> _RECORDS FOR THIS EXERCISE_:
------------------------------

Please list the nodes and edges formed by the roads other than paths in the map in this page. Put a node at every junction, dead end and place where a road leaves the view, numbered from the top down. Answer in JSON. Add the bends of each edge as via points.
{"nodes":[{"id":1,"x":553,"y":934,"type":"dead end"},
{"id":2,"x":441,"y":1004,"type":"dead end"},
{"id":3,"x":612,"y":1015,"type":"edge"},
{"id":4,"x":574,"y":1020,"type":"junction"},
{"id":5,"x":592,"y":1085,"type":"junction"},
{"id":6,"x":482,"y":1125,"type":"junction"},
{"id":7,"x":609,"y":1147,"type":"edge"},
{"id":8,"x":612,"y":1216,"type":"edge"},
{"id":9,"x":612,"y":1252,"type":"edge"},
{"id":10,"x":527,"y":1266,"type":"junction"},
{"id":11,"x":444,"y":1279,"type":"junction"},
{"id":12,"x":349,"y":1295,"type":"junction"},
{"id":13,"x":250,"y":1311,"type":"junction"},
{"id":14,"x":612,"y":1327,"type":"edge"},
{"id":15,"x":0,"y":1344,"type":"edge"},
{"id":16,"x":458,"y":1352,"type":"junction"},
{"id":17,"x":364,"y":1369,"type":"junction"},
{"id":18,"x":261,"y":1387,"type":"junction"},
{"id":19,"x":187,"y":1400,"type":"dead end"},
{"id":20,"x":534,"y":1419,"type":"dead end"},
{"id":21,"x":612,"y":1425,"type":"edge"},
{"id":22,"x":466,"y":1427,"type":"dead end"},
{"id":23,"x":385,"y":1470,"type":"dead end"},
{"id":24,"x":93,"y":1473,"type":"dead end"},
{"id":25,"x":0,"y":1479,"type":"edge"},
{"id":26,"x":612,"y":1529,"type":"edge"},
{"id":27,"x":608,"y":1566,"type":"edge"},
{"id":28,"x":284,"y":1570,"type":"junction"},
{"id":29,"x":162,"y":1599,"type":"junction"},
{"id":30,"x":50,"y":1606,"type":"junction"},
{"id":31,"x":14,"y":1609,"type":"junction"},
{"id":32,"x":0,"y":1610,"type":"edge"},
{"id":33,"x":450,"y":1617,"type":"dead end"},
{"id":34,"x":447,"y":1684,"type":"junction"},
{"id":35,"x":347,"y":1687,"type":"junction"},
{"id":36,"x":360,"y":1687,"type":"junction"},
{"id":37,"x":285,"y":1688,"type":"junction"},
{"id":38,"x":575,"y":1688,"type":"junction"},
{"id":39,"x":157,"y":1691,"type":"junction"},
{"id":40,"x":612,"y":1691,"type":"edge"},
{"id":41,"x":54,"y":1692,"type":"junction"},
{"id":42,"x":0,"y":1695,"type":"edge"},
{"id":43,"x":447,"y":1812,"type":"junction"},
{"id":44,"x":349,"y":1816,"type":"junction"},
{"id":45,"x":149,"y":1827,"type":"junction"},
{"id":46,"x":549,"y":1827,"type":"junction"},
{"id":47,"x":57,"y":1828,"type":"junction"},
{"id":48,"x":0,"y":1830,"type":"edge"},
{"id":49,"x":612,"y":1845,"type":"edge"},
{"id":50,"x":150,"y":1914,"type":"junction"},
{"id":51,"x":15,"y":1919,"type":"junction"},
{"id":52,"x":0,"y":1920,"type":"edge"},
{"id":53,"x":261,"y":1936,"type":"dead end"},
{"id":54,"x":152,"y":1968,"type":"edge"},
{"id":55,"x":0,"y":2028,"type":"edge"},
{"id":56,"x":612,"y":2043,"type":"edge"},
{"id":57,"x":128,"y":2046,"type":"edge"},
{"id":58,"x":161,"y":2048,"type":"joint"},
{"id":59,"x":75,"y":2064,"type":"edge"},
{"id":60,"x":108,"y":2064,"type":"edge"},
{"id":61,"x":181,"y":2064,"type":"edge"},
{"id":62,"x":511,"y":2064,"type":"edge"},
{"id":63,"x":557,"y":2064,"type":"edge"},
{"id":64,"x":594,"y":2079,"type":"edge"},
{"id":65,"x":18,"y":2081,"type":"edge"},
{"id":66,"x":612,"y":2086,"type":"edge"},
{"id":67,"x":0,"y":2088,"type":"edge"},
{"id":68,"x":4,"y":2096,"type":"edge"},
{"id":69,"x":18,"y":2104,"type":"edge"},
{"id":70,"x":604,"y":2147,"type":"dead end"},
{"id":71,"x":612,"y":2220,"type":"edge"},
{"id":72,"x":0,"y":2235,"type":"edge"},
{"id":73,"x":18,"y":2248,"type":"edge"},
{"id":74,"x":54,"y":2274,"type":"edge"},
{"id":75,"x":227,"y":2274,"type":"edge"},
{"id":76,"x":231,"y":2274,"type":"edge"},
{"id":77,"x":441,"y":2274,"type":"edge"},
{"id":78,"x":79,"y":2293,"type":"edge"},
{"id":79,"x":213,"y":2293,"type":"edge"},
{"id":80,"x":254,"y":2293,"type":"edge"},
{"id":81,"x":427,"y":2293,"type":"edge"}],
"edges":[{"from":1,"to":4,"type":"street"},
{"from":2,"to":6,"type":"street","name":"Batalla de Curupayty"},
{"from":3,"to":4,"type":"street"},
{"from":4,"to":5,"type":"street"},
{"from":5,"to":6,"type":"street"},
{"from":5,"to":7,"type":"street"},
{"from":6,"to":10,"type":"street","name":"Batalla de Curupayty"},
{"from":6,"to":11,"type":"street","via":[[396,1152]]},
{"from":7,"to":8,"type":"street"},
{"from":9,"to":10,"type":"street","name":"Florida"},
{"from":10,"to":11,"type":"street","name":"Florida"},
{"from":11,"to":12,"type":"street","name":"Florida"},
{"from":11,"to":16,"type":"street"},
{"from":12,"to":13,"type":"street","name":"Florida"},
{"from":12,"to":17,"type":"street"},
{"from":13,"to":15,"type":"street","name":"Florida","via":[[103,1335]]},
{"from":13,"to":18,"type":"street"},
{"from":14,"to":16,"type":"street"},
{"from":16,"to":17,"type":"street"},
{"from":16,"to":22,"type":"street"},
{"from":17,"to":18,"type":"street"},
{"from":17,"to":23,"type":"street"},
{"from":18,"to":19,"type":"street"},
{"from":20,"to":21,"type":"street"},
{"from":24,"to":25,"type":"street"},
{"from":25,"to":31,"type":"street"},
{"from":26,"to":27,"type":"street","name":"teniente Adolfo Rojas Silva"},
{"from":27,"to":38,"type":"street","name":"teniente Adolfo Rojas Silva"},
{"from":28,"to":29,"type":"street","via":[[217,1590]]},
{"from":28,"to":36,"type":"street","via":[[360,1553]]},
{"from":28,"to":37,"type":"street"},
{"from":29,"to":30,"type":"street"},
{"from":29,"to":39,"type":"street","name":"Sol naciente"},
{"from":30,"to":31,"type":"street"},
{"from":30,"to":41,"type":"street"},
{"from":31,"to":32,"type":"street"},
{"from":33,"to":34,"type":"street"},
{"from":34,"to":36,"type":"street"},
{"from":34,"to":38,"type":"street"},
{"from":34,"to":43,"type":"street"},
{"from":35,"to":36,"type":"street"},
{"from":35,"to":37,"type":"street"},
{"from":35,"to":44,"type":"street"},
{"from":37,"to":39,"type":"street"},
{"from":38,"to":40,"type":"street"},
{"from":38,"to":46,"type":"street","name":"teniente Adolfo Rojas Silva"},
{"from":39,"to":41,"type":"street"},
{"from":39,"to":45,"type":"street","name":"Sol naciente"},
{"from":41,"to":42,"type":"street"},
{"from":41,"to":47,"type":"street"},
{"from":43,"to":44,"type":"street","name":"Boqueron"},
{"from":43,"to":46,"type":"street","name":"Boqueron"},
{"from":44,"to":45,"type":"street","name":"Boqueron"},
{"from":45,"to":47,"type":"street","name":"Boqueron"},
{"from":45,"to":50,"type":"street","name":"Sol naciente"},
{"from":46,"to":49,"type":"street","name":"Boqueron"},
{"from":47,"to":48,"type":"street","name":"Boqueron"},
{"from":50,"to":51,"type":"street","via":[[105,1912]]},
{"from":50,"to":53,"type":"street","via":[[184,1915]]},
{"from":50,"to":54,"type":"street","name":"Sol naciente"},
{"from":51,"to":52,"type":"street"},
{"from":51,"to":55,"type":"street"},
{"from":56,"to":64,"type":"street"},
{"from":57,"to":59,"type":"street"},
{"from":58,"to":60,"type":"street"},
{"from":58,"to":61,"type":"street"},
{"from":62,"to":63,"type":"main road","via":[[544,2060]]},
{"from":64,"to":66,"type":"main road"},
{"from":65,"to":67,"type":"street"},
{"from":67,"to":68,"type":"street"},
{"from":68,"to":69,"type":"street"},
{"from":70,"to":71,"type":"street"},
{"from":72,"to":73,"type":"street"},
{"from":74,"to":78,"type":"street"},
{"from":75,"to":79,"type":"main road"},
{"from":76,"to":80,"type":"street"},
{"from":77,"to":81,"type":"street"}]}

------------------------------

Filter the data above, keeping only lines that include the string "Boqueron".

{"from":43,"to":44,"type":"street","name":"Boqueron"},
{"from":43,"to":46,"type":"street","name":"Boqueron"},
{"from":44,"to":45,"type":"street","name":"Boqueron"},
{"from":45,"to":47,"type":"street","name":"Boqueron"},
{"from":46,"to":49,"type":"street","name":"Boqueron"},
{"from":47,"to":48,"type":"street","name":"Boqueron"},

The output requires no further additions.